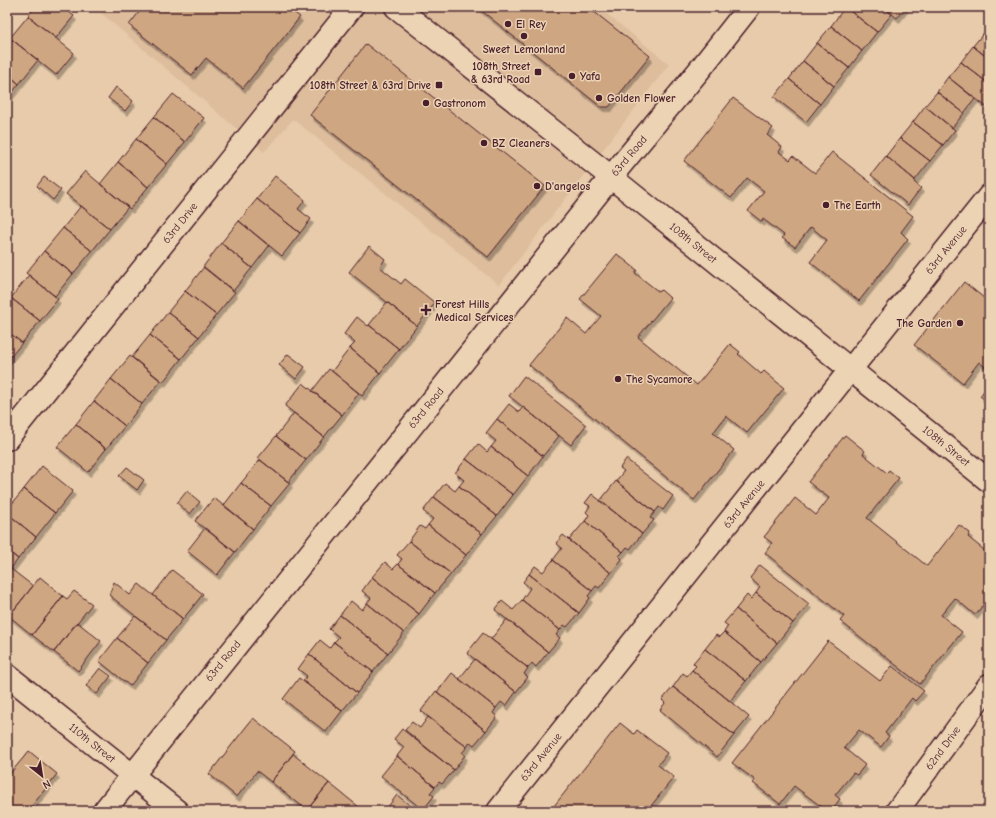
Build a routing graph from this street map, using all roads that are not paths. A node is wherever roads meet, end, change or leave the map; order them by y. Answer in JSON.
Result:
{"nodes":[{"id":1,"x":352,"y":7,"type":"edge"},
{"id":2,"x":396,"y":7,"type":"edge"},
{"id":3,"x":749,"y":7,"type":"edge"},
{"id":4,"x":611,"y":177,"type":"junction"},
{"id":5,"x":989,"y":196,"type":"edge"},
{"id":6,"x":851,"y":369,"type":"junction"},
{"id":7,"x":7,"y":439,"type":"edge"},
{"id":8,"x":989,"y":481,"type":"edge"},
{"id":9,"x":7,"y":675,"type":"edge"},
{"id":10,"x":989,"y":685,"type":"edge"},
{"id":11,"x":132,"y":775,"type":"junction"},
{"id":12,"x":104,"y":811,"type":"edge"},
{"id":13,"x":177,"y":811,"type":"edge"},
{"id":14,"x":498,"y":811,"type":"edge"},
{"id":15,"x":897,"y":811,"type":"edge"}],
"edges":[{"from":1,"to":7,"type":"street","name":"63rd Drive"},
{"from":2,"to":4,"type":"street","name":"108th Street"},
{"from":3,"to":4,"type":"street","name":"63rd Road"},
{"from":4,"to":6,"type":"street","name":"108th Street"},
{"from":4,"to":11,"type":"street","name":"63rd Road"},
{"from":5,"to":6,"type":"street","name":"63rd Avenue"},
{"from":6,"to":8,"type":"street","name":"108th Street"},
{"from":6,"to":14,"type":"street","name":"63rd Avenue"},
{"from":9,"to":11,"type":"street","name":"110th Street"},
{"from":10,"to":15,"type":"street","name":"62nd Drive"},
{"from":11,"to":12,"type":"street","name":"63rd Road"},
{"from":11,"to":13,"type":"street","name":"110th Street"}]}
====
What the task requires = The expected answer is a copy of every line in the entries that holds the word "Drive".

Solution to the problem =
"edges":[{"from":1,"to":7,"type":"street","name":"63rd Drive"},
{"from":10,"to":15,"type":"street","name":"62nd Drive"},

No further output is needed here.